Overlay Network not Working on Multi Host environment

Hi Experts …
I am trying to follow a simple overlay network tutorial on my Development environment with TWO MacOS hosts and still could not reach a working Condition
I am following this tutorial : Networking with overlay networks | Docker Documentation

My Environment

Mac1 : Catalina with en0 at 192.168.0.189 and Docker Desktop for Mac 4.1.1 , Engine : 20.10.8
Mac2 : Monterey with en0 at 192.168.0.150 and Docker Desktop for Mac 4.3.2 , Engine : 20.10.11

My Goal would be have a POSTGRES SERVER container running on Mac1 accessible from a
POSTGRES Client container running on Mac 2

I have setup the ports accessible by temporarily turn MacOS Firewall off

I can execute the Step 1 on Mac1 ( I would like this host as a MANAGER )

MAC1> $ docker swarm init

BUT when I try the step 2 on Mac2 to add a WORKER Node wit

MAC2> $ docker swarm join --token <your_token> <your_ip_address>:2377

I GOT this error

rpc error: code = Unavailable desc = connection error: desc = "transport: Error while dialing dial tcp 192.168.0.189:2377: connect: no route to host"

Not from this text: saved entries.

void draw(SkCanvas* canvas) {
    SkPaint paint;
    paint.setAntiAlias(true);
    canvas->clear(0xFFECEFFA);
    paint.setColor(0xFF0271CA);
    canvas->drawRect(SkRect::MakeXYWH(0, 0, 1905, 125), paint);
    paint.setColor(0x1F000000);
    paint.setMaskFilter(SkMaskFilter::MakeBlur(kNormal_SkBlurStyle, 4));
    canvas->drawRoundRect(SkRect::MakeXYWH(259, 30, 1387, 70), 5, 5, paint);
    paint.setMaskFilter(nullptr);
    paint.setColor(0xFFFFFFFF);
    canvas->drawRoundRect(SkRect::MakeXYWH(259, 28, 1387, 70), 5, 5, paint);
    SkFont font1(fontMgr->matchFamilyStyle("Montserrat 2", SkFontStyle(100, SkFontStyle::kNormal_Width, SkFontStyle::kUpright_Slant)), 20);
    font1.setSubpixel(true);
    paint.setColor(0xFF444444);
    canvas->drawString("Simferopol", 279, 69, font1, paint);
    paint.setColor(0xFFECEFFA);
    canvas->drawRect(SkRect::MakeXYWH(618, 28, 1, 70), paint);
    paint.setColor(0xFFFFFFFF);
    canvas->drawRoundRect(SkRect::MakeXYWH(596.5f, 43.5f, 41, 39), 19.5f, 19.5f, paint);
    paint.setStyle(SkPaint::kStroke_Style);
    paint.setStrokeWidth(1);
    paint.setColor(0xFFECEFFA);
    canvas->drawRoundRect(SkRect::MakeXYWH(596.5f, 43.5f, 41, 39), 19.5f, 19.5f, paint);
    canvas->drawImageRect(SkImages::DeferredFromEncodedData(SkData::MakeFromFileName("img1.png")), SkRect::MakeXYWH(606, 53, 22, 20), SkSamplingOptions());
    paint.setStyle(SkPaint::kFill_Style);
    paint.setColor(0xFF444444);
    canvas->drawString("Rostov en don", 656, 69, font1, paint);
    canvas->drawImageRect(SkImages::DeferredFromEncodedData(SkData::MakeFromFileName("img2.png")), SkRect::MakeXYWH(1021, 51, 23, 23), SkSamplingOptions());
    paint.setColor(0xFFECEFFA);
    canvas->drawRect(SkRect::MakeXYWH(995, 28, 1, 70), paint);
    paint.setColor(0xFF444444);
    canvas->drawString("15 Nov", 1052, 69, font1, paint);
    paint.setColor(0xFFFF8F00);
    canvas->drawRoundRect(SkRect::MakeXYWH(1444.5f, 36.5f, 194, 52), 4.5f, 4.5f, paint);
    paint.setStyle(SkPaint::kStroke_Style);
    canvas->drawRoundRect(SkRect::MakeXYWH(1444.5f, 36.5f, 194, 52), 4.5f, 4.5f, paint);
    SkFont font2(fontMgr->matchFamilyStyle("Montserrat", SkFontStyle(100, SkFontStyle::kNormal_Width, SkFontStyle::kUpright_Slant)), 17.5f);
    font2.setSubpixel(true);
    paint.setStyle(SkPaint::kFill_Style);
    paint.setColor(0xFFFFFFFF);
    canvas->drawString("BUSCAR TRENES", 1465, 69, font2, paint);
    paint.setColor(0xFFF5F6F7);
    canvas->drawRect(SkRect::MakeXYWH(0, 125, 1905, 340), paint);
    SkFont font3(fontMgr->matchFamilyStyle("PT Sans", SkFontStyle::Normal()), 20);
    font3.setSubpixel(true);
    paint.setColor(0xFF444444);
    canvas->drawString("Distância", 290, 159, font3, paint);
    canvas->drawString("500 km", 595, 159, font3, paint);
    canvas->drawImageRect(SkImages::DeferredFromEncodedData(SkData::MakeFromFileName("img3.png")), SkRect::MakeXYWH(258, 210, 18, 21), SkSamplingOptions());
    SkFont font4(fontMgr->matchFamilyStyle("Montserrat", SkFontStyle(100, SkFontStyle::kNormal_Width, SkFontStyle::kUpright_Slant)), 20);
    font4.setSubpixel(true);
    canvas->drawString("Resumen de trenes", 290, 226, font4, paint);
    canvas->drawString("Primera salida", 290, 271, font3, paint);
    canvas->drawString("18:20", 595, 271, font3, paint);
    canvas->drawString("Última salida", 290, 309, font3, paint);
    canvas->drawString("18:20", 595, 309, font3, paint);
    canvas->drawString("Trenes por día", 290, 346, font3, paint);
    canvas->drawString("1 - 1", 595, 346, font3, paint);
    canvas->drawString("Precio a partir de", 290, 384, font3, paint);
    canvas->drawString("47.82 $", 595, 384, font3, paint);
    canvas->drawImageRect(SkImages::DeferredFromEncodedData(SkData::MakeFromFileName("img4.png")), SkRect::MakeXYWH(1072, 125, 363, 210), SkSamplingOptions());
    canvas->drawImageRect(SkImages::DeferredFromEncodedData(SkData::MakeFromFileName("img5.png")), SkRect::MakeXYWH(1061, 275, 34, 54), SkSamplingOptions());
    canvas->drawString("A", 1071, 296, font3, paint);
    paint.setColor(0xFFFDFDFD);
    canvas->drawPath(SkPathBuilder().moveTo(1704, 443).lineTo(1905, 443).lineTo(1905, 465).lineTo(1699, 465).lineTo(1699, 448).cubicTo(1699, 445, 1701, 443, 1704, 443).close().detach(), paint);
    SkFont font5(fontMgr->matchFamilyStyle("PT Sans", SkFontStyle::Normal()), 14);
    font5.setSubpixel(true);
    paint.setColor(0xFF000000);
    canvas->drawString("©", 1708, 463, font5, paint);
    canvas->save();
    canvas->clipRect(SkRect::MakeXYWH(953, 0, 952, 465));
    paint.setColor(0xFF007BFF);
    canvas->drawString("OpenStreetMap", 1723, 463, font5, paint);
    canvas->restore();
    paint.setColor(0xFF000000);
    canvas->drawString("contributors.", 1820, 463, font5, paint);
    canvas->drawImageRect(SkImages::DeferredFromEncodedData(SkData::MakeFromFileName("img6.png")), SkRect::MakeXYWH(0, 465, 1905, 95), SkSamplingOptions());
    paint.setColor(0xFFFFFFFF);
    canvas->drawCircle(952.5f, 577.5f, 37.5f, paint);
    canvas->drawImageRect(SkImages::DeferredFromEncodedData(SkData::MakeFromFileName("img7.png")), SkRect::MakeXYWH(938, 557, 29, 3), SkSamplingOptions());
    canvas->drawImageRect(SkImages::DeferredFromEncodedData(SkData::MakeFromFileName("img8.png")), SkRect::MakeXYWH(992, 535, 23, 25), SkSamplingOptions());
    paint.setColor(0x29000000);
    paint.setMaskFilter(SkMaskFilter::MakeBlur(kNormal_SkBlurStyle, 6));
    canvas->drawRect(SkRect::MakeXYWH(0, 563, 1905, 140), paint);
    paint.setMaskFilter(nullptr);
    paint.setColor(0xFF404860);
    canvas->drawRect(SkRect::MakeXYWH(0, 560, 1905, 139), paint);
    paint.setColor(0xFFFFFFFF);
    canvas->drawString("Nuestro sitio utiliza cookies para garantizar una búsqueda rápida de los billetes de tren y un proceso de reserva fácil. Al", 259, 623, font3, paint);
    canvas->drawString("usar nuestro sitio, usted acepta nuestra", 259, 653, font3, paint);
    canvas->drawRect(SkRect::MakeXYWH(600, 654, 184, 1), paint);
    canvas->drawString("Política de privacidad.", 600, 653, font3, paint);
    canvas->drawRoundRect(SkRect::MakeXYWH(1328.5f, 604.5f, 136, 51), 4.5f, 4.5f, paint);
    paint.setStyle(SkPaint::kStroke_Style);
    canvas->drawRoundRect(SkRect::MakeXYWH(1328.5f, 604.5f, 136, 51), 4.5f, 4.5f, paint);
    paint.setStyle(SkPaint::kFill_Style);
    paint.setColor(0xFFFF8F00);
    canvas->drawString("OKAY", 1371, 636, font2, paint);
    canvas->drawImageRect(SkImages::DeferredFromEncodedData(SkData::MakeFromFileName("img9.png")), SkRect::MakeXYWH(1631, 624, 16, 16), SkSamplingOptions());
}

Both MACs are on the same Network and I can ping each other by IP and name

I checked a lot of swarm documents and no one mention any other steps to setup so … I would like to check if someone faced a similar scenario

Updating that after get docker daemon network subnet to default 19.2.168.65.0/24 I got a different error during join
desc = “transport: Error while dialing dial tcp 192.168.65.3:2377: connect: connection refused”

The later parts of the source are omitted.